For two years now, Mr. and Mrs. Nelson have been trying to keep Skelton from being such a ba-a-d boy. Luckily for listeners, they haven't succeeded.
From Tune In, November 1943; photo by John Lee Kirn, 2014
While Orson Welles was broadcasting the Mercury Theater production of The War of the Worlds, he didn't have the slightest notion that he was frightening hundreds of people into conniption fits. It was only when he emerged from the studio, to find the building surrounded by police cars, blue-coats swarming through the corridors and brandishing their nightsticks, and irate CBS officials on the verge of apoplexy, that he realized the enormity of his Halloween broadcast.
Then he thought, along with many of his listeners, that the end of the world had come. The only difference was that it seemed to be the end of his own little private world of phenomenal success at the age of 23.
The morning after the broadcast, after a night which -- if you looked at his unshaven, worried face -- had obviously been sleepless, he turned up at CBS to make abject apologies to reporters, cameramen, and newsreel photographers. He was still sure he'd ruined himself. "If I'd planned to wreck my career," he told everyone who looked sympathetic, and some who didn't, "I couldn't have gone about it better."
But the wreck of his career turned out instead to be a nice fat contract for himself and the Mercury Theater troupe -- a contract with Campbell's Soups at a reported salary of $7,500 a week. If he'd planned to put himself right into the big money, he couldn't have succeeded more gloriously.
That's one unforeseen result of the most talked-of broadcast of this or many years. But there were other results just as unexpected. In fact, if you can make one statement about that famous program, it is this: All of its results were exactly the opposite of what everyone thought they'd be. And since everyone thought the results would be bad, the strange fact gradually emerges that the scare was a pretty healthy thing for all concerned, after all.
Take what it's done for the young genius who was the central figure in all the commotion -- Orson Welles.
Up until the night of October 30, you could have mentioned his name anywhere in the United States except New York without drawing a spark of interest from nine out of every 10 people. The tenth person might have known that he had something to do with a Sunday-night radio program.

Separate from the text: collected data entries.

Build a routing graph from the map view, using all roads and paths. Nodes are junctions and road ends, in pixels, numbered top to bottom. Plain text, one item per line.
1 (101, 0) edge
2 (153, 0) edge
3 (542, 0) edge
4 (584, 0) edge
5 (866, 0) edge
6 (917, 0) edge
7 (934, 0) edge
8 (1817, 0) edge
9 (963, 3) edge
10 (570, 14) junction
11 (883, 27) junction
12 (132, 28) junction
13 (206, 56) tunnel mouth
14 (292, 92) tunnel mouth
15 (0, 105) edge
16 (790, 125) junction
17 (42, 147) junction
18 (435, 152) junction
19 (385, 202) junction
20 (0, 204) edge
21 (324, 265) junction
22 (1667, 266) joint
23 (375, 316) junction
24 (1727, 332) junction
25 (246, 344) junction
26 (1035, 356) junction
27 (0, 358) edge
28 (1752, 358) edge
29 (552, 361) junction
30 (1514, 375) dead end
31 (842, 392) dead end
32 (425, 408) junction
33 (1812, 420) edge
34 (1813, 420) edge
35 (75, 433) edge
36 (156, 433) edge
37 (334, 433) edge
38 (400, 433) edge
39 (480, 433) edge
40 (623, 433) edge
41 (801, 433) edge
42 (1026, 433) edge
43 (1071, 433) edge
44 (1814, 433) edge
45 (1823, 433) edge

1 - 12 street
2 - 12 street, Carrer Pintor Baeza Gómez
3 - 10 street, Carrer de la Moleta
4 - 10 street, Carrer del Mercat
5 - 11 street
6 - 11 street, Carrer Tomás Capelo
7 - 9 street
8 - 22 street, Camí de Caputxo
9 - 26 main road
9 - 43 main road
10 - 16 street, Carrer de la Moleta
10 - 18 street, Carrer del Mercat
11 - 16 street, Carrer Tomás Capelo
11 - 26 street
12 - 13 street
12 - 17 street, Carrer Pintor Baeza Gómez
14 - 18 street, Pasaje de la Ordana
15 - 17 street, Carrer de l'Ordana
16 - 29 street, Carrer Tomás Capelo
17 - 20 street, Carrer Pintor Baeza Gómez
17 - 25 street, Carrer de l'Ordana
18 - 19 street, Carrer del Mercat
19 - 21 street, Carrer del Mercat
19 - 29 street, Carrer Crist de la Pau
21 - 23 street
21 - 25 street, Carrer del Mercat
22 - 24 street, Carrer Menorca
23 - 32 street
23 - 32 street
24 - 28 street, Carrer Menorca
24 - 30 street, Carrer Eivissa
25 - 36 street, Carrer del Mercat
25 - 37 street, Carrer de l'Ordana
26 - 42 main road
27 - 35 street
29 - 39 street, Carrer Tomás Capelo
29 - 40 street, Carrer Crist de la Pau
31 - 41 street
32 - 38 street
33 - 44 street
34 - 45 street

Yet for the last four years Welles has been an important radio actor. He's sent cold shivers up and down your back many a time if you've ever listened to The Shadow programs, in which he played the title role until this season. You've heard him acting in the March of Tme and many another commercial show. You've even heard him reading poetry in the pauses between a lady announcer's cooking recipes. But that wasn't the sort of thing that would make a dent in the public's consciousness. Radio actors, unless they hire high-powered press agents, don't become famous.
On Broadway, he was well-known, all right. He's been the Main Stem's wonder boy ever since he produced a Federal Theater version of Shakespeare's Macbeth with a cast of black actors. He followed this up with another Federal Theater hit or two, then branched out to become director, star, stage manager, scenic designer and general handyman for his own Mercury Theater. But Broadway isn't America, and it's doubtful if all his excellent work on the New York stage would have ever made him matter much to the rest of the country.
And then -- an accident, an innocent mistake, a blunder ... and everybody in the country knew who he was. Overnight, the attention of 12 million people was focused on this young man, as it would never have been if he'd just gone on producing and starring in good radio shows and plays.